O ex-governador Reinaldo Azambuja, está prestes a oficializar sua filiação ao Partido Liberal (PL). A entrada do tucano na sigla já conta com o aval do ex-presidente Bolsonaro e do presidente nacional da legenda, Valdemar Costa Neto. Azambuja, inclusive, deve assumir o comando do diretório estadual do partido.
Antes do ato de filiação, no entanto, Reinaldo deve se reunir com os parlamentares da legenda em Mato Grosso do Sul para alinhar os próximos passos da sigla no Estado. Estão entre os convidados os deputados federais Marcos Pollon e Rodolfo Nogueira, os deputados estaduais João Henrique Catan, Coronel David e Neno Razuk, e os vereadores da Capital André Salineiro, Ana Portela e Rafael Tavares.
A sigla já projeta um salto na Assembleia Legislativa a partir de 2026 e tem a expectativa de conquistar ao menos duas novas cadeiras no Legislativo estadual. A filiação da deputada estadual Mara Caseiro (PSDB), que deve disputar uma vaga na Câmara dos Deputados pelo partido, e do deputado estadual Jamilson Namme (PSDB), que deve disputar a reeleição.
Além do salto na Assembleia, a legenda também deve crescer no número de prefeituras no Estado. Com uma base de aliados consolidada, aliados de Reinaldo esperam que muitos dos prefeitos eleitos pelo PSDB se filiem ao PL. O partido tucano ainda domina as rédeas políticas estadual.
Reunião em Brasília:
Reinaldo Azambuja se reuniu nesta quinta-feira (3) com o presidente nacional do partido, Valdemar da Costa Neto, e com o secretário nacional e senador Rogério Marinho. A reunião, segundo aliados, contou com a presença do governador do Estado, Eduardo Riedel (PSDB), e tratou dos próximos passos para a filiação do político ao partido.
Tensão nos bastidores
Apesar da articulação de peso, a chegada de Azambuja ao PL não ocorre sem ruídos internos. Parte da bancada já manifesta incômodo com o que consideram uma imposição da cúpula nacional, especialmente por parte de Bolsonaro. Há parlamentares que avaliam deixar a sigla, mas encontram resistência diante da perda do número 22 nas urnas — uma marca fortemente ligada ao ex-presidente.
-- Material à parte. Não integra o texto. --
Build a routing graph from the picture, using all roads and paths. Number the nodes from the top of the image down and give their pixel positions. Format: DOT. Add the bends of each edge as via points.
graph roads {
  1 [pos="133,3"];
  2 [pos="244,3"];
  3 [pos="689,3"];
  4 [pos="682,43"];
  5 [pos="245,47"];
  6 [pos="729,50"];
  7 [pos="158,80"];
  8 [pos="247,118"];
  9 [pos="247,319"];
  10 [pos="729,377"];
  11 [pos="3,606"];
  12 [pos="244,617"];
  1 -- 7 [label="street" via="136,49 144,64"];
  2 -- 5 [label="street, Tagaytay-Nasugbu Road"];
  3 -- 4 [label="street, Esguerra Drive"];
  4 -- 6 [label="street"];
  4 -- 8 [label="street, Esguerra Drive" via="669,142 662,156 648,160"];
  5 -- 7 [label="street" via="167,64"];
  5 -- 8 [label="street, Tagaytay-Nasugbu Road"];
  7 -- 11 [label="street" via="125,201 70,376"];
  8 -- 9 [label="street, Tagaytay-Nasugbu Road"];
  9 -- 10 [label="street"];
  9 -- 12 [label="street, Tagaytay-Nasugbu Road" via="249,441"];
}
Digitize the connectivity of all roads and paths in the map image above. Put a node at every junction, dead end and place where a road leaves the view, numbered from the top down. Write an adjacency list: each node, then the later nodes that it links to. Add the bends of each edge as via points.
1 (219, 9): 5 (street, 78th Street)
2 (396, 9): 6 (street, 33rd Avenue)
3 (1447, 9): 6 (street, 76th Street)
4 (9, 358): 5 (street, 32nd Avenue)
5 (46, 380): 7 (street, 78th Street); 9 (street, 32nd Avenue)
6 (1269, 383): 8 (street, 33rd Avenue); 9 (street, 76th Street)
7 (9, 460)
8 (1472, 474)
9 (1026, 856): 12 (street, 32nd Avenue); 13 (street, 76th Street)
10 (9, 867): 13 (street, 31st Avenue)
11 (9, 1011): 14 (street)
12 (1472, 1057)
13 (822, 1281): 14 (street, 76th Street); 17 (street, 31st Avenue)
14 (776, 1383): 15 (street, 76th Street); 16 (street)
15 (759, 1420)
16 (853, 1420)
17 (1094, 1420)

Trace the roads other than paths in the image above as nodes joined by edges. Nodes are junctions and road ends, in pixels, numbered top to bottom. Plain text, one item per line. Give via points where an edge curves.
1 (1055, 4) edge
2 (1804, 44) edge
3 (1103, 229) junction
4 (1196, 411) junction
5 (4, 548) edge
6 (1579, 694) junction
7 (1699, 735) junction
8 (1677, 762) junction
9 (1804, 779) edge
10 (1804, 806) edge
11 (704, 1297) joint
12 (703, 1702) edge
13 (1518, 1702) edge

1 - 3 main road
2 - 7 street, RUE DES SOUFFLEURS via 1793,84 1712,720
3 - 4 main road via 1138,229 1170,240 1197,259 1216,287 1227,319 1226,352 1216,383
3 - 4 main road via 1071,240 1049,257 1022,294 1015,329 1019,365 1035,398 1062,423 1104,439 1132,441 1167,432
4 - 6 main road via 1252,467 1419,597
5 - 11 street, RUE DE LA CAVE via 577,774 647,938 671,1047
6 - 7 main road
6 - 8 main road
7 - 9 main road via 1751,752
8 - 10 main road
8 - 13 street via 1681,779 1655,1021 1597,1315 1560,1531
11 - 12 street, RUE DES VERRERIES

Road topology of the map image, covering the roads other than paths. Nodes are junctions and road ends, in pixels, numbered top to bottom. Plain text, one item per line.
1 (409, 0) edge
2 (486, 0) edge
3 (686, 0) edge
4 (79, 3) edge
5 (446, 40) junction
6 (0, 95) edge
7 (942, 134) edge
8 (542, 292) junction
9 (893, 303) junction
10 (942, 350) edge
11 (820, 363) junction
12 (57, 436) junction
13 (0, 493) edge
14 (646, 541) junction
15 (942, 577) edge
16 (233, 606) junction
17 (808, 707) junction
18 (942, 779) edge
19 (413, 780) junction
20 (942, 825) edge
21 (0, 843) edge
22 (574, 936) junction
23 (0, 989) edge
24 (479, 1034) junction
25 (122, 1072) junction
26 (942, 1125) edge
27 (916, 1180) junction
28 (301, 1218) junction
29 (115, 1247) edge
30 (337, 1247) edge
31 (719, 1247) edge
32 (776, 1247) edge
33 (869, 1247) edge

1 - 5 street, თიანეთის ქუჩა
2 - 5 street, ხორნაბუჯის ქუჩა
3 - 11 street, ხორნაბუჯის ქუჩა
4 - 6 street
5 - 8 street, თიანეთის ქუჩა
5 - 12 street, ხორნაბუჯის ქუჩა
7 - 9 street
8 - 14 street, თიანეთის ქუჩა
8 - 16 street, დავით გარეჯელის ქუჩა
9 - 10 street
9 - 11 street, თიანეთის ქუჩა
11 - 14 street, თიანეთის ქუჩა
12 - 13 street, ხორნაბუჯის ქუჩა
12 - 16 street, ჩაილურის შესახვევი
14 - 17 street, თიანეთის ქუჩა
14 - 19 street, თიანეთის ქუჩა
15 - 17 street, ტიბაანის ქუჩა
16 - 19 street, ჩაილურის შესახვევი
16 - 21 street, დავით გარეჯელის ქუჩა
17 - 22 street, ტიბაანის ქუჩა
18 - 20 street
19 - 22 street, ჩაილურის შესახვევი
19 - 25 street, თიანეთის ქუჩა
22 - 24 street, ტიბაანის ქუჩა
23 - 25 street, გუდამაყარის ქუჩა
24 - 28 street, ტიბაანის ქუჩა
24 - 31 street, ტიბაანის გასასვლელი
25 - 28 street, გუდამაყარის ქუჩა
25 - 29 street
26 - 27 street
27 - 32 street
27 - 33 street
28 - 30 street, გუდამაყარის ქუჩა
Nos bastidores, Bolsonaro trata a entrada de Reinaldo como uma decisão inquestionável. A comparação feita por aliados é com o apoio dado por Bolsonaro ao deputado Beto Pereira (PSDB) no primeiro turno das eleições municipais de Campo Grande em 2024 — uma aliança que também gerou desconforto entre bolsonaristas do estado.